SXSW Article: Jeff Potter and The Mad Scientist’s Approach to Cooking

I had nothing to do with the title, but it makes me laugh. Article by Jason Cohen; reprinted from SXSWorld with permission. -J

SXSWorld Magazine - 2010“Staying home and making pizza” can mean lots of things. Frozen. One of those pre-cooked crusts with sauce packets. Homemade toppings over raw dough from the grocery store. Or creating everything from scratch—perhaps including sausage and fresh mozzarella. But even foodies who are comfortable with meat grinders and rennet rarely go as far as SXSW Interactive panelist Jeff Potter, who broke the lock on his oven (warranty be damned!) to make pizza in the cleaning cycle, which runs at the more crust-friendly, brick-oven-simulating temperature of 900°F. Sure, the glass pane on his over door eventually imploded from repeated thermal shock, but all hacks demand on-the-fly adjustment—it was easy enough to order a custom cut piece of PyroCeram, which is rated to 1400°F. “It’s the same stuff they used on missile nose cones in the 1950s,” says Potter, a computer scientist by training who has worked for various companies and start-ups around Cambridge, Massachusetts. “It’s amazing what you can buy on the Internet. And it didn’t even cost that much!”

Potter’s DIY pizza perfection, which was inspired by the Atlanta home-cook-turned-pizzeria-owner Jeff Varasano (see his 20,000 word recipe at, is one of many culinary odysseys explored in his forthcoming book, Cooking for Geeks, Real Science, Great Hacks, and Good Food. The way Potter sees it, many a great cook comes from the same place as “hackers, makers, geeks and nerds—people that obsess about the details, “ he says. “There’s that whole mental toolbox of hacks and tricks. The set of skills that a geek uses in front of the keyboard is the same set of skills that a geek can use in the kitchen to produce a meal.”

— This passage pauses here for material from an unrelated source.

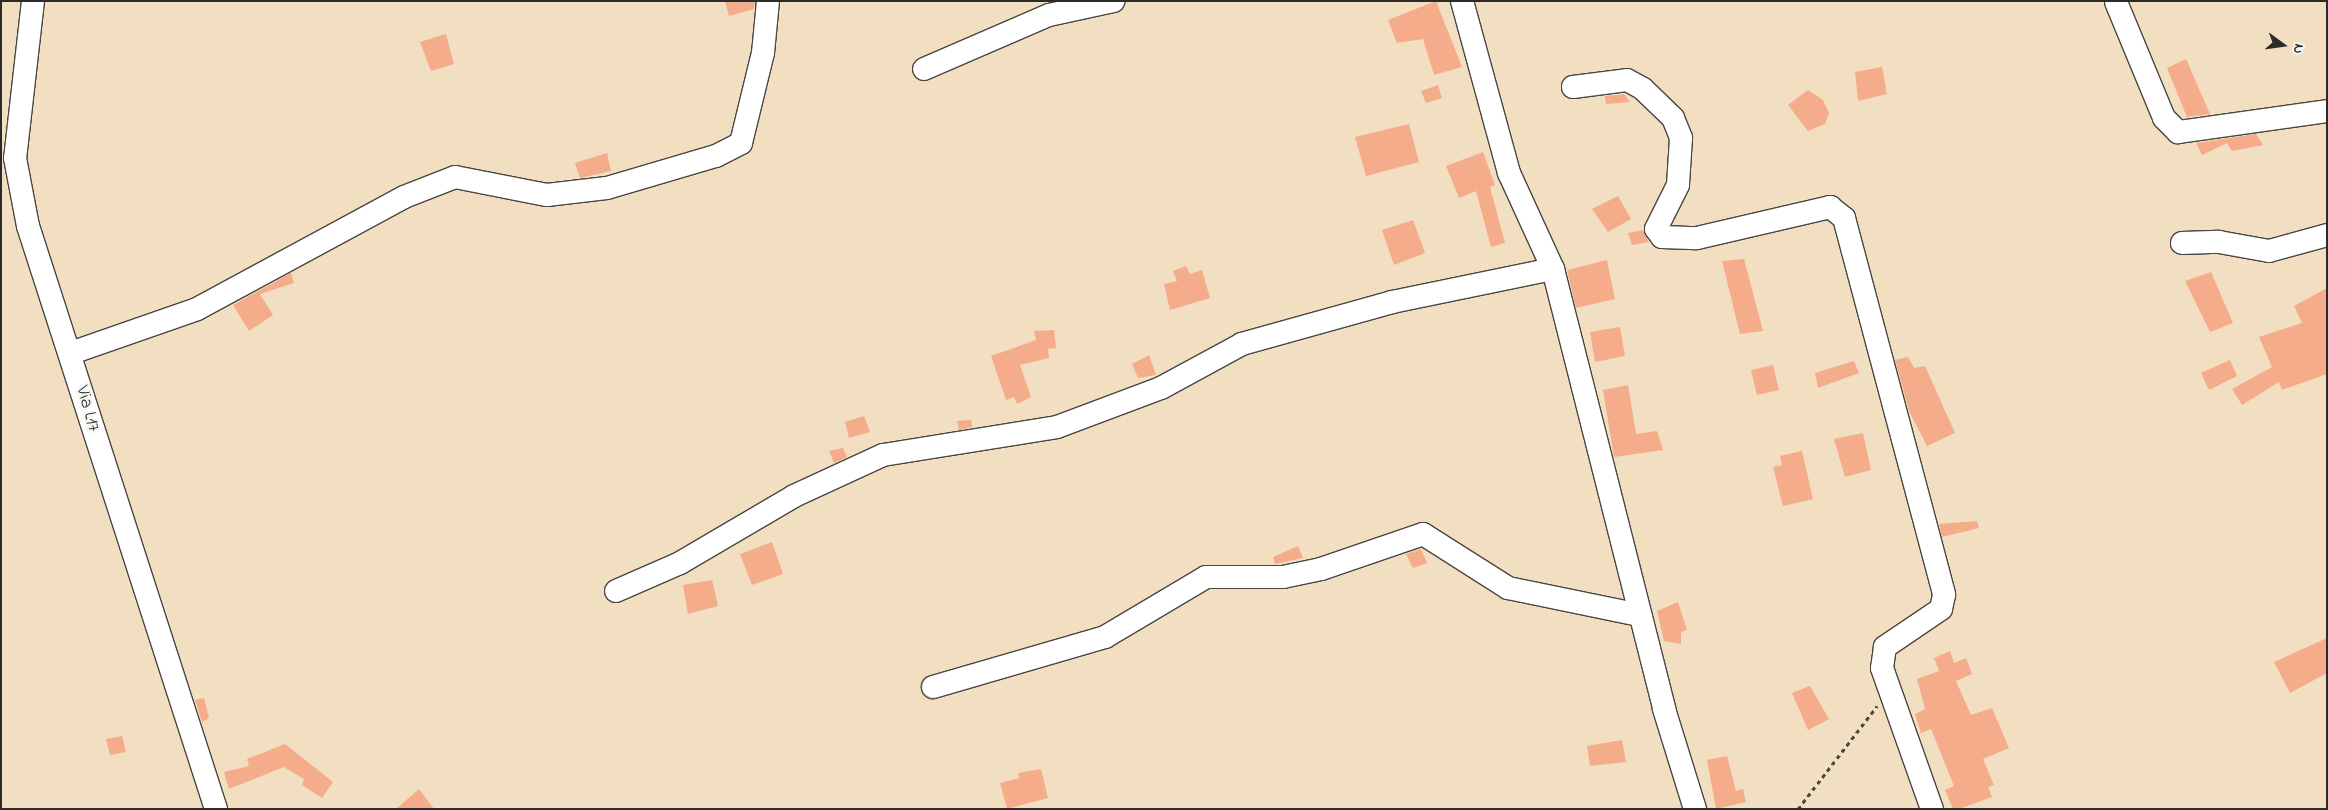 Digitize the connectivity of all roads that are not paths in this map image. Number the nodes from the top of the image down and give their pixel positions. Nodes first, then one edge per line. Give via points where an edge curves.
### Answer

What some call “foodhacking” is actually at least as old as Escoffier’s 1903 Le Guide Culinare. The science has always been there (and, Potter notes, cooking itself is engineering); it’s our understanding of the science, and the accompanying technology, that continues to improve. But it takes a certain hacker (or Mt. Everest climber) mindset to experiment around the kitchen counter simply because you can. “There’s this whole Mythbusters extreme style, where one starts with reasonable, and then takes it as far as possible, just to see what would happen,” Potter. “So, what would happen if we took our oven to 900 degrees? Can we make a pizza in 45 seconds? Yeah, actually you can. And what would happen if you took some liquid nitrogen and mixed it with chocolate, cream and sugar? Will you get ice cream? Yeah, actually you do.”

Just remember that said ice cream will be extremely cold right after you make it – something Potter learned the hard way when the producer of a TV shot that he guested on cemented her tongue to the concoction. At SXSW Interactive, Potter will fess up to some other mishaps while highlighting the basics of his book, including such topics as time and temperature (“the two key variables in cooking”), air (“when is effectively the key variable on baking”), hardware (from cast iron to sous vide), chemicals (both the everyday, like salt, and the more fanciful additives used to cook in the style of molecular gastronomy) and smell (do you know what happens if you pink your nose and taste-test cinnamon and cayenne pepper? Go to the panel and find out.) You’ll also get some practical advice.

“One of the things that really brought me great joy while working on the book was understanding, from a texture and taste point of view, why red meat should be cooked to at least 140 degrees,” says Potter. “There are two different proteins: myosin, and actin. Meats that have the myosin denatured taste better. Meats that have actin denatured are tough and chewy. So if you’re cooking meat above 140, most of the myosin denatures, but if you cook it above 155, the actin denature and it becomes tough. Hit it in between the two and you get medium rare—a piece of meat that looks good and tastes really good.”

And that’s what matter most of all. “It’s great to go into the kitchen and spend a very long time trying to get a perfect exact something,” says Potter. “But on a day-to-day basis, there can be a trade-off between good enough and perfect. I personally fall more on the ‘good enough; side. It’s just nice to eat things that are yummy, and that you have fun making for friends.”